→ YOUR ASSIGNMENT
Your answer needs to include each line of the records in which the string "Ángeles" can be found.

→ RECORDS SHOWN
####
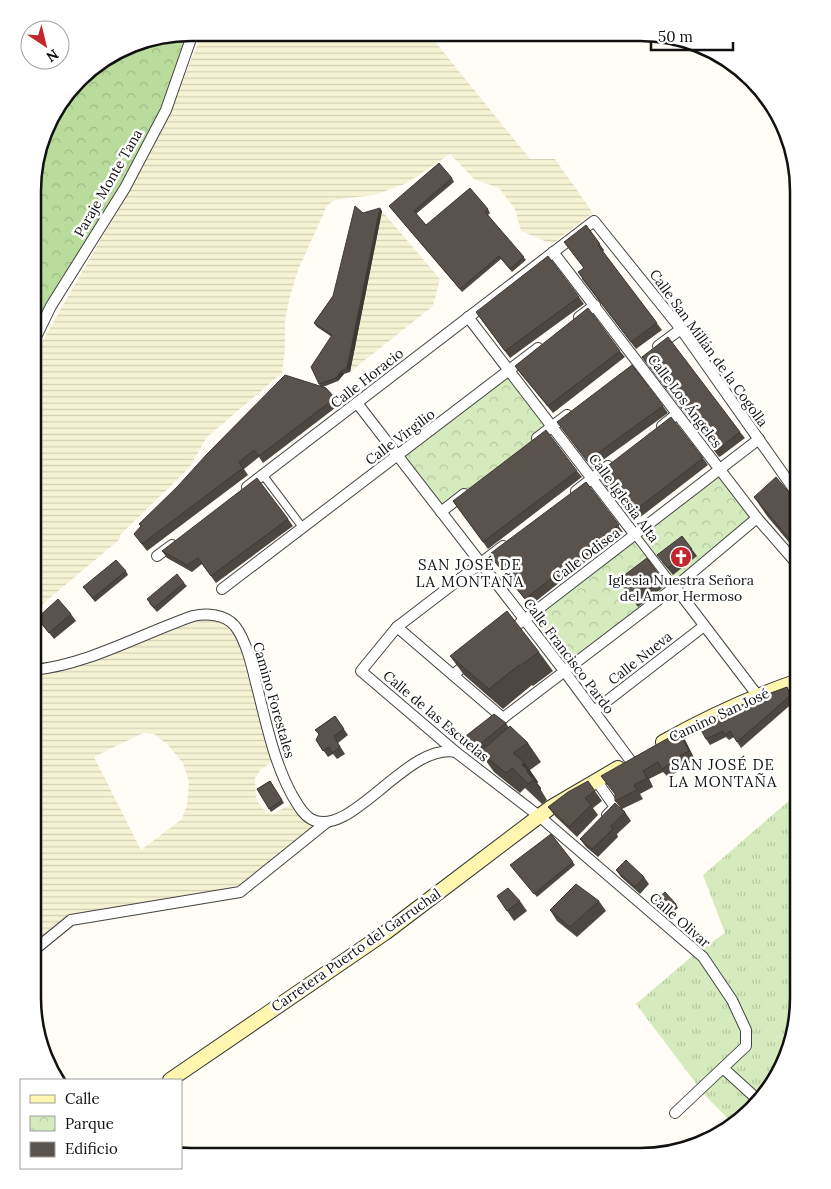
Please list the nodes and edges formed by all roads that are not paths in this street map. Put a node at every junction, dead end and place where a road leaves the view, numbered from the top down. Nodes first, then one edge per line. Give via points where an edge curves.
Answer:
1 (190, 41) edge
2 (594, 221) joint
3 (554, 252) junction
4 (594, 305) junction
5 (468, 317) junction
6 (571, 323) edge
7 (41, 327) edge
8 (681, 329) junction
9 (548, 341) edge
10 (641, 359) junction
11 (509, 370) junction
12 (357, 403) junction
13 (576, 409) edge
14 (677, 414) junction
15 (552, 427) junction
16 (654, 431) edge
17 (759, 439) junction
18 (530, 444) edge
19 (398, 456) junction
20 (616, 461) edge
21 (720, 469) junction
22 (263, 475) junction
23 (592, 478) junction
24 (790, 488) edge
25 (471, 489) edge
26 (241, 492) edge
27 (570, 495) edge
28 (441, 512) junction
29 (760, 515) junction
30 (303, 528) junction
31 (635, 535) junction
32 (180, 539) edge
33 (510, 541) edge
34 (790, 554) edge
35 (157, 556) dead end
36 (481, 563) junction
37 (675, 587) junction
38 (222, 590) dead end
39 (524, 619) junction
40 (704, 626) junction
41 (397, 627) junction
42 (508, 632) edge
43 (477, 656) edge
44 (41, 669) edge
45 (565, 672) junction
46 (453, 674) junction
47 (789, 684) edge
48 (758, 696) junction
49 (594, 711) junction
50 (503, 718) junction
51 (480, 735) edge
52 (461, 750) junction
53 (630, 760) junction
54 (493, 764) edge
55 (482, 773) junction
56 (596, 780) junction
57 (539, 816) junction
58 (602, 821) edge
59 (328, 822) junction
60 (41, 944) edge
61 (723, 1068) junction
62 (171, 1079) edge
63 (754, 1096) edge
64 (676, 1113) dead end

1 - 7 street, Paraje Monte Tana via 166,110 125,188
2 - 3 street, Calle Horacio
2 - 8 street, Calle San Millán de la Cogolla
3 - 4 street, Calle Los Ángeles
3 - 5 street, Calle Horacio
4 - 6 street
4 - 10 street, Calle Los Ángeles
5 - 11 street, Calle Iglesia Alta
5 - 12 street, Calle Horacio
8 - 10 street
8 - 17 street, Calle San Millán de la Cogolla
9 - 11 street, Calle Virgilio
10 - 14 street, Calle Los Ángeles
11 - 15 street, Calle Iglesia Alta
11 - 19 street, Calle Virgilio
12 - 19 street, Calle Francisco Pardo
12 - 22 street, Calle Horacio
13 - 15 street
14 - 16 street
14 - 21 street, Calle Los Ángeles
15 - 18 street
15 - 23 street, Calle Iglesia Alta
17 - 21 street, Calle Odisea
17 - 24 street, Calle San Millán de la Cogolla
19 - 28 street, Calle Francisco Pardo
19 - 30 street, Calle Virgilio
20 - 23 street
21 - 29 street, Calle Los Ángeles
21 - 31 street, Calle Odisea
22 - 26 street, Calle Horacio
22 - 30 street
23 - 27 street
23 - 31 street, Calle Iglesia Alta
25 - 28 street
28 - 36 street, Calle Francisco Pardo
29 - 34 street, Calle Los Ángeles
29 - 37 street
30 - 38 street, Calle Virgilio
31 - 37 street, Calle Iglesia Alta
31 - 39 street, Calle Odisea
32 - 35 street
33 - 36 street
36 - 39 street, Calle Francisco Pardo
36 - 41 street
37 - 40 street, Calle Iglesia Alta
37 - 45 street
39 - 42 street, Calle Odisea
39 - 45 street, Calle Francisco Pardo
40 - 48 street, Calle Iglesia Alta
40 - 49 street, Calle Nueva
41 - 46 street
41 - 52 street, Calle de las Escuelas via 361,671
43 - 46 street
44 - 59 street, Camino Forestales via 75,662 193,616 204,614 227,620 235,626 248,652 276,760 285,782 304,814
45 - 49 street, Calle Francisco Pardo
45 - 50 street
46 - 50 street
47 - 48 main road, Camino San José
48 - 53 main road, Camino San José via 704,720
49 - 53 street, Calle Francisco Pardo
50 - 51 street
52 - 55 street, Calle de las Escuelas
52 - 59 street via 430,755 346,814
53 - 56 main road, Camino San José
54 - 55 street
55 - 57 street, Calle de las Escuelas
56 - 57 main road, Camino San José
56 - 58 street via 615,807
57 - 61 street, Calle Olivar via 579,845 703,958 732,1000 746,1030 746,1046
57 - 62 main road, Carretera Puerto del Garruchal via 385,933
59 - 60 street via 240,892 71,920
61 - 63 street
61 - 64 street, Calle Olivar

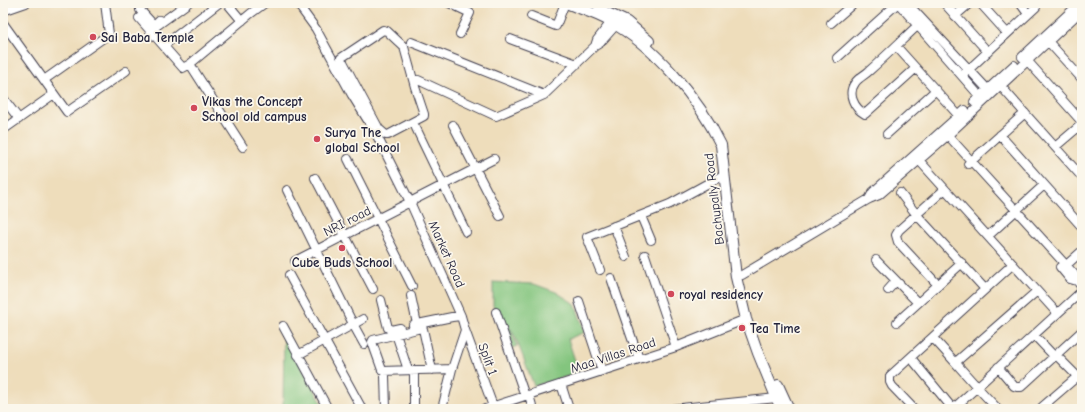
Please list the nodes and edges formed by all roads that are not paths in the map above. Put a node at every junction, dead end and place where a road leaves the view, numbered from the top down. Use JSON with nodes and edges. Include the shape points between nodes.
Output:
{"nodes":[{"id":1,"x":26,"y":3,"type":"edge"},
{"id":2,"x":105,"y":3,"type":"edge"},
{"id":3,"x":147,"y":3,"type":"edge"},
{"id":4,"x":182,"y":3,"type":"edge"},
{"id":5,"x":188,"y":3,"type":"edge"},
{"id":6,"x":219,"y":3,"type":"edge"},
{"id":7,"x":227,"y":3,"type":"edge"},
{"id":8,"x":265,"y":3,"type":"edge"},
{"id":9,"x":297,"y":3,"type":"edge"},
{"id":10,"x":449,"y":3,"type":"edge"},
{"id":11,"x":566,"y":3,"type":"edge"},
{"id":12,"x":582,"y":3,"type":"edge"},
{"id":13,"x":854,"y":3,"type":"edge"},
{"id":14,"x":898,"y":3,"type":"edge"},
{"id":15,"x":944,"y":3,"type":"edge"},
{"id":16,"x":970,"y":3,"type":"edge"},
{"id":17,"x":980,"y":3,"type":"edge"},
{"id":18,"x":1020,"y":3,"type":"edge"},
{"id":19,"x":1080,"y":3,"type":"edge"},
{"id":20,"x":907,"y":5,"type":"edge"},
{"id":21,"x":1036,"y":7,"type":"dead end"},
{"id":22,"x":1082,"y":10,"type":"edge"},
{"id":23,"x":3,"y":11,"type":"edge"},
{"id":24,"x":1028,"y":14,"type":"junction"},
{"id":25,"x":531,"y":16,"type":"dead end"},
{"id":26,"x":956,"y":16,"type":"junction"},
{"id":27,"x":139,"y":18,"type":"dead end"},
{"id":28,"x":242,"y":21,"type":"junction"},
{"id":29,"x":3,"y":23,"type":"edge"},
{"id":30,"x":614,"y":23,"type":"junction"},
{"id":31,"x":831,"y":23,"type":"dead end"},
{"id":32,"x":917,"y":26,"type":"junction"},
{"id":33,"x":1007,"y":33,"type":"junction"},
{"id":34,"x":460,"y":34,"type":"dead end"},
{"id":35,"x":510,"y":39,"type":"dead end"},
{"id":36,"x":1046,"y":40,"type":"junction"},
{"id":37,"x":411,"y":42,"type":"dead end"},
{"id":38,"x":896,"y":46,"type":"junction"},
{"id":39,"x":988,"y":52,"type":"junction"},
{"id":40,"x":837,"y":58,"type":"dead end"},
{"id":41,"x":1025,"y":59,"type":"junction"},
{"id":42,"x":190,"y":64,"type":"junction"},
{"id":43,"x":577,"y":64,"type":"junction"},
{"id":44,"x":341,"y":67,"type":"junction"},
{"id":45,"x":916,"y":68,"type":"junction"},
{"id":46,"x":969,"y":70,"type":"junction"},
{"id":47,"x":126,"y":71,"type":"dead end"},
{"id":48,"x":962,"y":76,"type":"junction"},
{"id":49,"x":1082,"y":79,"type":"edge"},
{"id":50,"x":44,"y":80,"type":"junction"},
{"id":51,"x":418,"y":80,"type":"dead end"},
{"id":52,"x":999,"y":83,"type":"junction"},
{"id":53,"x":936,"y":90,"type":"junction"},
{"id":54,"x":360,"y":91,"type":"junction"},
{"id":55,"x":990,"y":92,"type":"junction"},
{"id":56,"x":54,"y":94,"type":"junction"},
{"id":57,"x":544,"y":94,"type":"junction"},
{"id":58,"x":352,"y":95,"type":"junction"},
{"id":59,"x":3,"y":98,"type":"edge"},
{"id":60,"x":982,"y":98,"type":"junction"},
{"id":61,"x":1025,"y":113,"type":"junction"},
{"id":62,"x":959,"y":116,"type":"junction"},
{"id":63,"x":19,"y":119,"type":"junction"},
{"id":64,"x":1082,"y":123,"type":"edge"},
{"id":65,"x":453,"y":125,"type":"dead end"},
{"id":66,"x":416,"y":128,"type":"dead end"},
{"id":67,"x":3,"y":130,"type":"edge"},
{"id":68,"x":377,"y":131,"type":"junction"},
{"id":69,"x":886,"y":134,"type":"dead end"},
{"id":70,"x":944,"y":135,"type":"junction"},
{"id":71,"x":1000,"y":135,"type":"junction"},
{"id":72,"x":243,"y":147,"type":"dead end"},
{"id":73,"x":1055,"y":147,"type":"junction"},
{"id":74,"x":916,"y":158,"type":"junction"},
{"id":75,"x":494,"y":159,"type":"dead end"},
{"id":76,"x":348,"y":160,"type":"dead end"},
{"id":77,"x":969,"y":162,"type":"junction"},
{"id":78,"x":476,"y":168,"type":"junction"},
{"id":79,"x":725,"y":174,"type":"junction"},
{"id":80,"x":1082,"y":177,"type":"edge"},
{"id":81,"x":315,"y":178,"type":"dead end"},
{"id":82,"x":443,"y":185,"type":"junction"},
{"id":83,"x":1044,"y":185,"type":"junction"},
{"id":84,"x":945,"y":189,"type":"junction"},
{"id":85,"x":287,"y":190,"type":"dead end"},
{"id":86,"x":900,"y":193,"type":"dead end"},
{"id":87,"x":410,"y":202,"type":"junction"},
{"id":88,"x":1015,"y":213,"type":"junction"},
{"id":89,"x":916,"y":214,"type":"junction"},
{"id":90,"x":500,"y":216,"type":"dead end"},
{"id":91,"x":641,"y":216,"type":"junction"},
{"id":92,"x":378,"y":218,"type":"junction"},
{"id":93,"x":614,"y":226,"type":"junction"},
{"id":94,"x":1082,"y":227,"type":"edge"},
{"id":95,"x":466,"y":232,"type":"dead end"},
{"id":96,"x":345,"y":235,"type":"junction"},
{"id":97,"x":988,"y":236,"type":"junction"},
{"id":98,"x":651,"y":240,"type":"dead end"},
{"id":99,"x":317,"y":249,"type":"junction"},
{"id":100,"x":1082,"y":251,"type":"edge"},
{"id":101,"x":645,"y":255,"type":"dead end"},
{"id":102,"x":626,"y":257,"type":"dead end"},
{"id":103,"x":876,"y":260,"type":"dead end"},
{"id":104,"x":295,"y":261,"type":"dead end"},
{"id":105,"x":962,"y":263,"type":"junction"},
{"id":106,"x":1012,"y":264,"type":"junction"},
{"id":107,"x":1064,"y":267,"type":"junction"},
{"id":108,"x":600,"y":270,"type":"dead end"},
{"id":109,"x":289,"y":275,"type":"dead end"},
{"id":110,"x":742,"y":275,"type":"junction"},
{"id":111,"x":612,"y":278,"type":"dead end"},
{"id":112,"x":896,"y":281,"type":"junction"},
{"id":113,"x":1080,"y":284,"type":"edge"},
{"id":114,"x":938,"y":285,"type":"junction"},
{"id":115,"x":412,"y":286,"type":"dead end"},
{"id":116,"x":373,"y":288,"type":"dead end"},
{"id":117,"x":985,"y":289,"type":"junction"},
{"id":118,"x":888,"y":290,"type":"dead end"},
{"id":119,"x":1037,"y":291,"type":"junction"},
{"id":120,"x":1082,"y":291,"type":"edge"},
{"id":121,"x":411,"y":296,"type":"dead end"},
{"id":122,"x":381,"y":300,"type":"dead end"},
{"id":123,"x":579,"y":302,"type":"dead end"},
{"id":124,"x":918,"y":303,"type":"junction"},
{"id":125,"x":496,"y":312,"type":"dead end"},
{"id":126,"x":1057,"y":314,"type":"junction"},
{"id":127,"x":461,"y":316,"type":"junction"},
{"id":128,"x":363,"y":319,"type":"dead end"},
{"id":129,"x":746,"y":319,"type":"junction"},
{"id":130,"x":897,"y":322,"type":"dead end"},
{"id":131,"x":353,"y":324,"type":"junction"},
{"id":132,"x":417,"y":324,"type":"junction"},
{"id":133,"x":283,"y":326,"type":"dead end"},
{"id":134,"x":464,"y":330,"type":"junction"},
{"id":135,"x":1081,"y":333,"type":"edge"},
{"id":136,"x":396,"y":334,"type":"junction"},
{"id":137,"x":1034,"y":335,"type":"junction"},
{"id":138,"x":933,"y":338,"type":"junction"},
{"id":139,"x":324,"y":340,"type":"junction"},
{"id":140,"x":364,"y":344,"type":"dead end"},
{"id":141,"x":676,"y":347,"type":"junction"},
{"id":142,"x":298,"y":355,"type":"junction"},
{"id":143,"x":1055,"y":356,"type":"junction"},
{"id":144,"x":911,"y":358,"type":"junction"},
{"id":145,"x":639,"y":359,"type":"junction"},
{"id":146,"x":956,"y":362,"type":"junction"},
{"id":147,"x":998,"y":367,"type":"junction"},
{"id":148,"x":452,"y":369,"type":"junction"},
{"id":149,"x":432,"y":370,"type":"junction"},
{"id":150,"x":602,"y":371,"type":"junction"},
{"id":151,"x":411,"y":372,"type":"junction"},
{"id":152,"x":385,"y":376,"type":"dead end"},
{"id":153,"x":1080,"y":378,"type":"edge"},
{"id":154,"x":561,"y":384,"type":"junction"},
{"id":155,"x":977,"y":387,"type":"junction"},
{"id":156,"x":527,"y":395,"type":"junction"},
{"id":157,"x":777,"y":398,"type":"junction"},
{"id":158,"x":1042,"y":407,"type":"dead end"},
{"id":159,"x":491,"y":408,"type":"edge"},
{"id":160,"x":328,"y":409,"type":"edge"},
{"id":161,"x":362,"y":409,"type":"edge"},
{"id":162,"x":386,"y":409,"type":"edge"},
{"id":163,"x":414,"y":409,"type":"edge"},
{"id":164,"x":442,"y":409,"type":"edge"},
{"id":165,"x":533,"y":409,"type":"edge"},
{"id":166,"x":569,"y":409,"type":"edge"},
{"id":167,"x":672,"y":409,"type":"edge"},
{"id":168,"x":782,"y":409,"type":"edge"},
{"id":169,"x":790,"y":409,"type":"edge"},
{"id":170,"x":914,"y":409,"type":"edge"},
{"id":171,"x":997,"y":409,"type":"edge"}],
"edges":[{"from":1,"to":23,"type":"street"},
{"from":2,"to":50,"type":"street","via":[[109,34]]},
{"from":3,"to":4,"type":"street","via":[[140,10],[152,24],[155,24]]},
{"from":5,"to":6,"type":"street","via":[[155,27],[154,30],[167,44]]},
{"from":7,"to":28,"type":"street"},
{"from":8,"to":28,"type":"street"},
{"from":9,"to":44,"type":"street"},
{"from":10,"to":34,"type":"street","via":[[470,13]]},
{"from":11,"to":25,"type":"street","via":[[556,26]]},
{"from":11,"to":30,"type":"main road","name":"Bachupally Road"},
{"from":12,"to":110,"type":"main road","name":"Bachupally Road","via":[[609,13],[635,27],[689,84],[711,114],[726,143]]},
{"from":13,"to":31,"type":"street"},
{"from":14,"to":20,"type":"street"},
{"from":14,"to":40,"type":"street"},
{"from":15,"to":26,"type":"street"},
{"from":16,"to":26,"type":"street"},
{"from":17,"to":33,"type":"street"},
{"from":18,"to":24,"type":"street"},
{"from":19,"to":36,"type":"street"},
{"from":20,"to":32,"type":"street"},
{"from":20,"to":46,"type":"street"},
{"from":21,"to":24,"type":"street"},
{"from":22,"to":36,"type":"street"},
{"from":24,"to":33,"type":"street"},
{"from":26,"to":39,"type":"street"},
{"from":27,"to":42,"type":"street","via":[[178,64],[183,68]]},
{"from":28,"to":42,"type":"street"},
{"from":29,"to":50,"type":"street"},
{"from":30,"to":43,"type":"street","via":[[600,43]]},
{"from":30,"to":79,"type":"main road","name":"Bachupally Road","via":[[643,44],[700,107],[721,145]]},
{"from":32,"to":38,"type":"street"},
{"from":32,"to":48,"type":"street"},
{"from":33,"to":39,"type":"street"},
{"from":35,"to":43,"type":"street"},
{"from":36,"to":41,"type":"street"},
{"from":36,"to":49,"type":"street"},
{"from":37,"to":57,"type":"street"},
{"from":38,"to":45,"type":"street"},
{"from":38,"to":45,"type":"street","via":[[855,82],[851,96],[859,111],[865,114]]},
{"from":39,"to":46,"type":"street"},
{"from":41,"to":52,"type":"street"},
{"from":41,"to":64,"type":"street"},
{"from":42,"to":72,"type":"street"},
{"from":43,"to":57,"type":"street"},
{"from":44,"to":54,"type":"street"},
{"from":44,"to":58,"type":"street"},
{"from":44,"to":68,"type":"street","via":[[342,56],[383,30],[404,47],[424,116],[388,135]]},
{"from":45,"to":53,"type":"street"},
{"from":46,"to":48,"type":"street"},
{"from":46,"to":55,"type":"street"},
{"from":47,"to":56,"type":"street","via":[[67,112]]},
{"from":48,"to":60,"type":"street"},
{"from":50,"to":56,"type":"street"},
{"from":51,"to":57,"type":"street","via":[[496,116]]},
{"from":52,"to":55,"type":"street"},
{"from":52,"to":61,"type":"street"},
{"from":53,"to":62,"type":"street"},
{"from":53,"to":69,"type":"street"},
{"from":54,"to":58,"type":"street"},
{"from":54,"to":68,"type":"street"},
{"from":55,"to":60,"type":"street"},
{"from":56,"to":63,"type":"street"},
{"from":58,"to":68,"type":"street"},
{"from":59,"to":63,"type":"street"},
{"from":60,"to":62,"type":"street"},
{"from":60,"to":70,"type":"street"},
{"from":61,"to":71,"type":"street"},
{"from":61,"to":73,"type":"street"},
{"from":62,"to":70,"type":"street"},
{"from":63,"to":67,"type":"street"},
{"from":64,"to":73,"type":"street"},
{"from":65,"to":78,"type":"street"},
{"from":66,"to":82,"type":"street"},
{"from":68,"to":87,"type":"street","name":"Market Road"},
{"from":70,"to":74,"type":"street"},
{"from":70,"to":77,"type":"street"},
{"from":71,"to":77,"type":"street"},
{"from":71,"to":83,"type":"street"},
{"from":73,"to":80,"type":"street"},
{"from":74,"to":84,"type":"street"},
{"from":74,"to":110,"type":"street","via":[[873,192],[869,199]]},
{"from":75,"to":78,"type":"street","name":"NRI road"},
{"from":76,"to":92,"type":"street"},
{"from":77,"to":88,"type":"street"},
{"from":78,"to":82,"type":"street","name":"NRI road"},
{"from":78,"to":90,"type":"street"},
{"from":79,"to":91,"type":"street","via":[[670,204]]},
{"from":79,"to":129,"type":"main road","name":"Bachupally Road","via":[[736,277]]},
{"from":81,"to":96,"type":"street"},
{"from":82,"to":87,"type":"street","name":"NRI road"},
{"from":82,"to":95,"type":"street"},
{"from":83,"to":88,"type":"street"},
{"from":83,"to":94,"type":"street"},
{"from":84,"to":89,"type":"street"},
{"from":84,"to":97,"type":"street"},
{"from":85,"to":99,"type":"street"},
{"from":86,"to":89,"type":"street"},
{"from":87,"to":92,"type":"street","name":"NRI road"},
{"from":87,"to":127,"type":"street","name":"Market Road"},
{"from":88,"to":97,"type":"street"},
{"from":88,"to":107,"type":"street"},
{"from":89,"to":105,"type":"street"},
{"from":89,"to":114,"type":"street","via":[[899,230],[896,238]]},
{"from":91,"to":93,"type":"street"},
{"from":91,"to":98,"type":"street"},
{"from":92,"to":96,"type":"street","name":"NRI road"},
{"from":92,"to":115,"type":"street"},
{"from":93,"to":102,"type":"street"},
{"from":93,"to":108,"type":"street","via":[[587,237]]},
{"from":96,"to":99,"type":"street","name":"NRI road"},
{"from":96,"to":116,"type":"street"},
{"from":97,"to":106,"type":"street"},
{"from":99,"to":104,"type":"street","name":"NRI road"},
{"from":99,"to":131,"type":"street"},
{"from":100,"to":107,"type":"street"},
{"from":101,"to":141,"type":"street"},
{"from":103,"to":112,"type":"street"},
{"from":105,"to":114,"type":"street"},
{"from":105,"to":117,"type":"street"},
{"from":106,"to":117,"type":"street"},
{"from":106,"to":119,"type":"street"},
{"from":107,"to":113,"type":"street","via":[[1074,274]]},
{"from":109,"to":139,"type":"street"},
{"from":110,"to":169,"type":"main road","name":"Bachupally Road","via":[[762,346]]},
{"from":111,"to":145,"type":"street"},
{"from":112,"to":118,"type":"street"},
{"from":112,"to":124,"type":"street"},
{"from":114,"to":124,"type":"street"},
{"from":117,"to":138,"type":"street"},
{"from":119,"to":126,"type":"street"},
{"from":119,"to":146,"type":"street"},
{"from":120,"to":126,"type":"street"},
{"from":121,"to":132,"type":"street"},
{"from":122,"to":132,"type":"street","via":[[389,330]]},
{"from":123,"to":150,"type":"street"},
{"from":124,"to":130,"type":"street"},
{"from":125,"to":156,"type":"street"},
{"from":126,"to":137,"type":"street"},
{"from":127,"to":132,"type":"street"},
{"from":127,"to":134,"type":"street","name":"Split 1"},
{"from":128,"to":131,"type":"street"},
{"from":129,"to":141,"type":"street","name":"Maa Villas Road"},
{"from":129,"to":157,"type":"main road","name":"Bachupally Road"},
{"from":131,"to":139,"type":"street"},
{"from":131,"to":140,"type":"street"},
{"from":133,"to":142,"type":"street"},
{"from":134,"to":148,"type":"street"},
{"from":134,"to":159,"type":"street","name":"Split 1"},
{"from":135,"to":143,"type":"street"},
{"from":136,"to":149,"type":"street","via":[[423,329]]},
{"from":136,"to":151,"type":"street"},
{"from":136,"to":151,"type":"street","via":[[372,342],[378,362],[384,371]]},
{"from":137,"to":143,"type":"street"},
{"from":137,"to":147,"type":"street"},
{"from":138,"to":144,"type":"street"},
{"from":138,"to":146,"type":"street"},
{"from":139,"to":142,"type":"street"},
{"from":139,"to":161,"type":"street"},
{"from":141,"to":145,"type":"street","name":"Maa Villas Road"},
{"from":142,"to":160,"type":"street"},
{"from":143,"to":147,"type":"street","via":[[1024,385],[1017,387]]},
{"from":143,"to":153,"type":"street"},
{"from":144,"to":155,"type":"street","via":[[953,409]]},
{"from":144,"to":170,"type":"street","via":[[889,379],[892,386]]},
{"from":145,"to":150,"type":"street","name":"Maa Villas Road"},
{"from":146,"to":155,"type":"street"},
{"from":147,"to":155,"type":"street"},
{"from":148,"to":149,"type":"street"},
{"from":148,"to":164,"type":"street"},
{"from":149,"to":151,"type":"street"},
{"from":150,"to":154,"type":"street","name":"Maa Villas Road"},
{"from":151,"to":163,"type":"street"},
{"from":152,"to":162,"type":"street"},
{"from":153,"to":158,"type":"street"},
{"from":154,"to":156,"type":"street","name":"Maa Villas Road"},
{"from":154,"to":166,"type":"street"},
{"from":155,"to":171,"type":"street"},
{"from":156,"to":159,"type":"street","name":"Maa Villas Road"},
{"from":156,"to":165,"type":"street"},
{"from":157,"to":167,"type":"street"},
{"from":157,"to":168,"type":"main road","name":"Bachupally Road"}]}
####
→ YOUR RESPONSE
3 - 4 street, Calle Los Ángeles
4 - 10 street, Calle Los Ángeles
10 - 14 street, Calle Los Ángeles
14 - 21 street, Calle Los Ángeles
21 - 29 street, Calle Los Ángeles
29 - 34 street, Calle Los Ángeles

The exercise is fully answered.